** Opening Input material block **

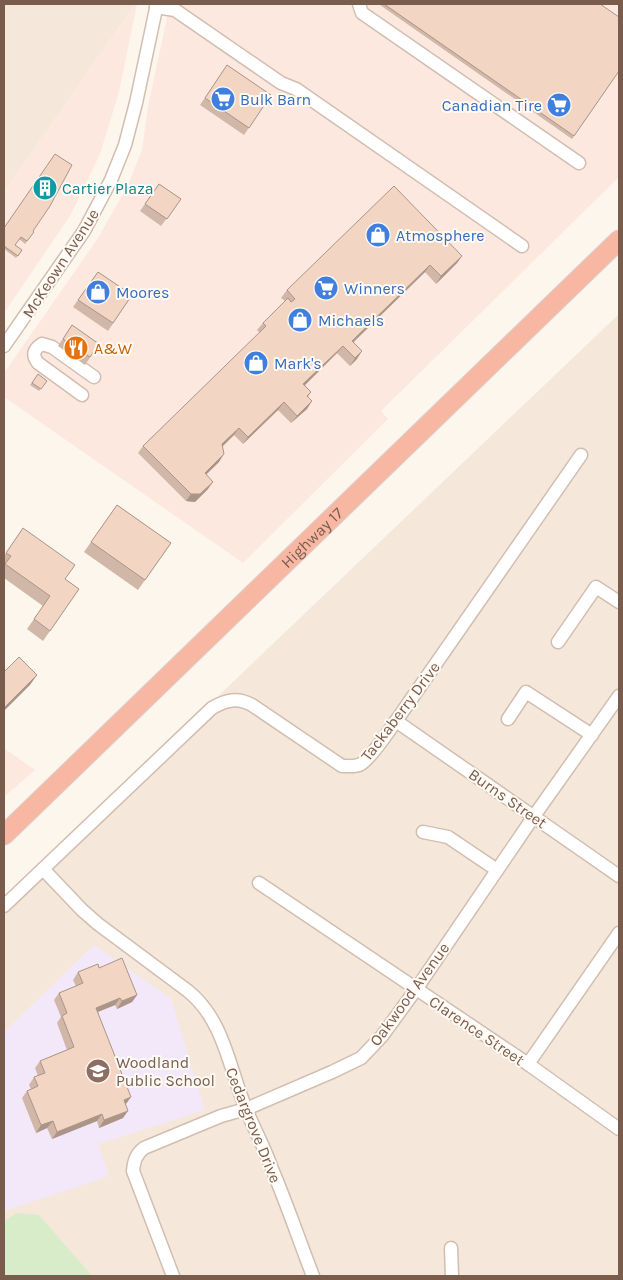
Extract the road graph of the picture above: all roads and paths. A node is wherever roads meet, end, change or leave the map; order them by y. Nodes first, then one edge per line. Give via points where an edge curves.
1 (358, 4) edge
2 (156, 6) edge
3 (579, 163) dead end
4 (619, 240) edge
5 (522, 246) dead end
6 (4, 346) edge
7 (94, 376) dead end
8 (82, 395) dead end
9 (581, 455) dead end
10 (619, 602) edge
11 (558, 642) dead end
12 (619, 696) edge
13 (508, 719) dead end
14 (396, 721) junction
15 (592, 735) junction
16 (534, 816) junction
17 (423, 832) dead end
18 (4, 835) edge
19 (43, 869) junction
20 (497, 870) junction
21 (619, 876) edge
22 (259, 884) dead end
23 (4, 906) edge
24 (619, 933) edge
25 (417, 988) junction
26 (528, 1064) junction
27 (246, 1109) junction
28 (619, 1129) edge
29 (451, 1248) dead end
30 (173, 1276) edge
31 (313, 1276) edge
32 (452, 1276) edge

1 - 3 street via 362,13
2 - 5 street via 175,10 281,83 296,89
2 - 6 street, McKeown Avenue via 128,137 111,180 84,231
4 - 18 highway, Highway 17
7 - 8 street via 52,347 42,344 34,352 38,363
9 - 14 street, Tackaberry Drive
10 - 11 street via 596,587
12 - 15 street, Oakwood Avenue
13 - 15 street via 526,692
14 - 16 street, Burns Street
14 - 19 street, Tackaberry Drive via 361,765 342,766 252,705 227,700 212,708
15 - 16 street, Oakwood Avenue
16 - 20 street, Oakwood Avenue
16 - 21 street, Burns Street
17 - 20 street via 448,837
19 - 23 street, Tackaberry Drive
19 - 27 street, Cedargrove Drive via 98,924 200,1001 220,1036
20 - 25 street, Oakwood Avenue
22 - 25 street, Clarence Street
24 - 26 street
25 - 26 street, Clarence Street
25 - 27 street, Oakwood Avenue via 382,1036 360,1058
26 - 28 street, Clarence Street
27 - 30 street, Oakwood Avenue via 144,1148 136,1157 133,1171 137,1184
27 - 31 street, Cedargrove Drive via 272,1167
29 - 32 street

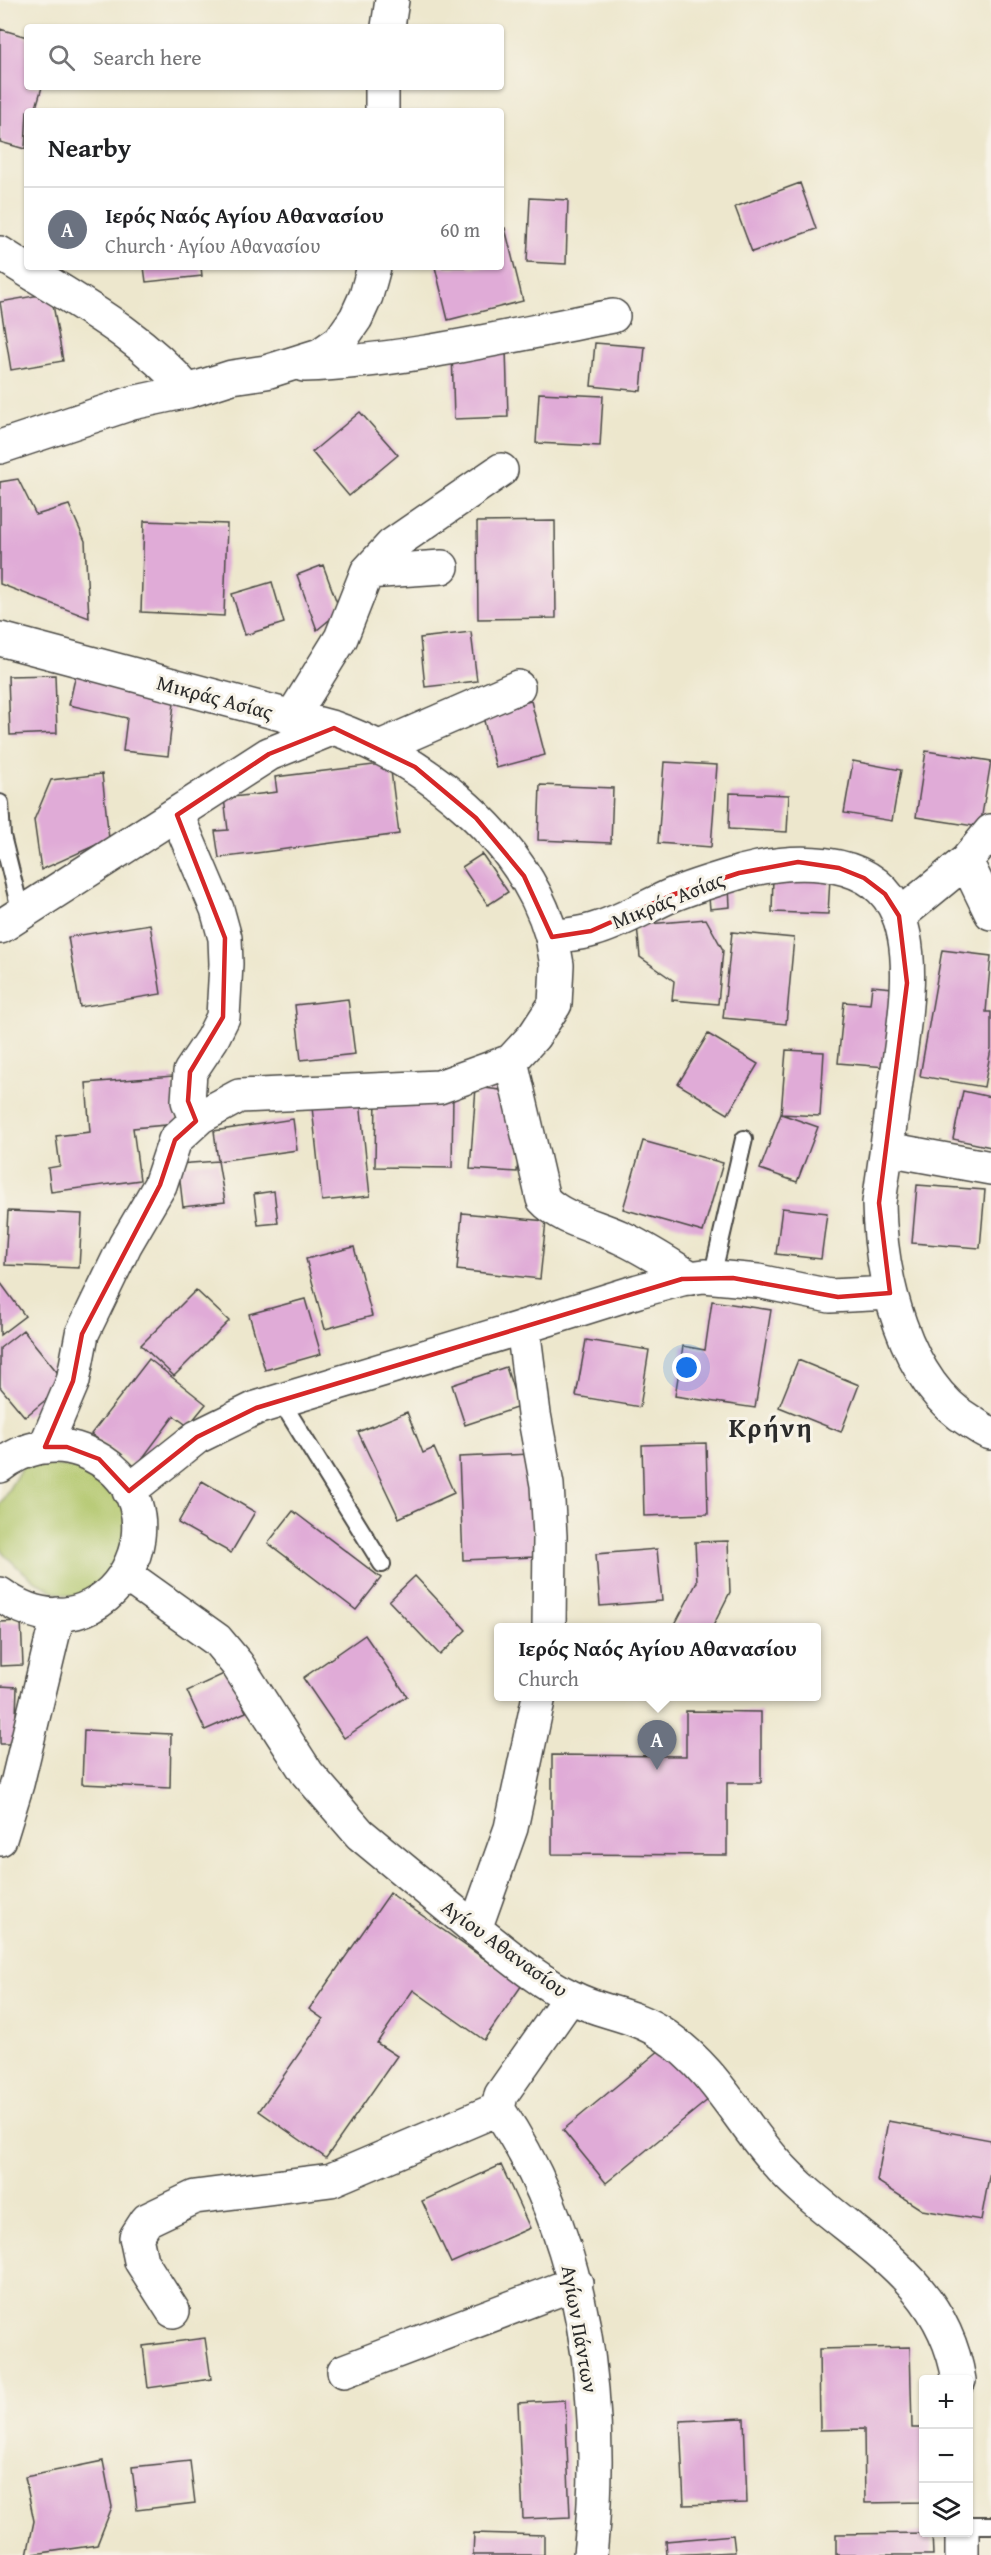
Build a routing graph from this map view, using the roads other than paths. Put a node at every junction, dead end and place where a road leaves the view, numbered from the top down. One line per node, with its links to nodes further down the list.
1 (392, 0): 2 (street)
2 (388, 24)
3 (382, 90): 4 (street)
4 (382, 108)
5 (0, 253): 6 (street)
6 (24, 268)
7 (27, 270): 11 (street)
8 (373, 270): 10 (street)
9 (613, 316): 10 (street)
10 (285, 365): 11 (street)
11 (188, 391): 12 (street)
12 (0, 447)
13 (501, 470): 15 (street)
14 (442, 567): 15 (street)
15 (367, 572): 18 (street)
16 (0, 639): 18 (street, Μικράς Ασίας)
17 (518, 687): 20 (street)
18 (292, 717): 19 (street, Μικράς Ασίας)
19 (334, 728): 20 (street, Μικράς Ασίας); 22 (street)
20 (380, 747): 28 (street, Μικράς Ασίας)
21 (0, 802): 27 (lane)
22 (177, 815): 27 (street); 30 (street)
23 (991, 831): 24 (street)
24 (966, 861): 25 (street); 26 (street)
25 (991, 914)
26 (899, 916): 28 (street, Μικράς Ασίας); 32 (street, Μικράς Ασίας)
27 (10, 920)
28 (552, 937): 29 (street)
29 (510, 1060): 30 (street); 34 (street)
30 (200, 1117): 39 (street)
31 (744, 1139): 34 (lane)
32 (887, 1149): 33 (street); 35 (street, Μικράς Ασίας)
33 (991, 1168)
34 (701, 1277): 35 (street); 36 (street)
35 (890, 1293): 38 (street, Μικράς Ασίας)
36 (523, 1328): 37 (street); 46 (street)
37 (281, 1401): 41 (street); 42 (lane)
38 (991, 1433)
39 (45, 1447): 40 (street); 41 (street)
40 (0, 1466)
41 (129, 1491): 43 (street)
42 (381, 1564)
43 (126, 1575): 45 (street); 49 (street, Αγίου Αθανασίου)
44 (0, 1594): 45 (street)
45 (58, 1614): 48 (street)
46 (549, 1623)
47 (538, 1701): 49 (street)
48 (0, 1839)
49 (475, 1929): 50 (street, Αγίου Αθανασίου)
50 (570, 1997): 51 (street); 55 (street, Αγίου Αθανασίου)
51 (498, 2109): 52 (street, Αγίων Πάντων); 53 (street)
52 (576, 2283): 54 (street); 59 (street, Αγίων Πάντων)
53 (173, 2311)
54 (344, 2371)
55 (958, 2375)
56 (973, 2525): 57 (lane)
57 (991, 2525)
58 (962, 2537): 60 (street)
59 (590, 2555)
60 (962, 2555)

** Closing Input material block **

Problem to work on:
Apply a filter for "Αγίων" to the data above, then copy each line that matches.

Solution for this problem:
51 (498, 2109): 52 (street, Αγίων Πάντων); 53 (street)
52 (576, 2283): 54 (street); 59 (street, Αγίων Πάντων)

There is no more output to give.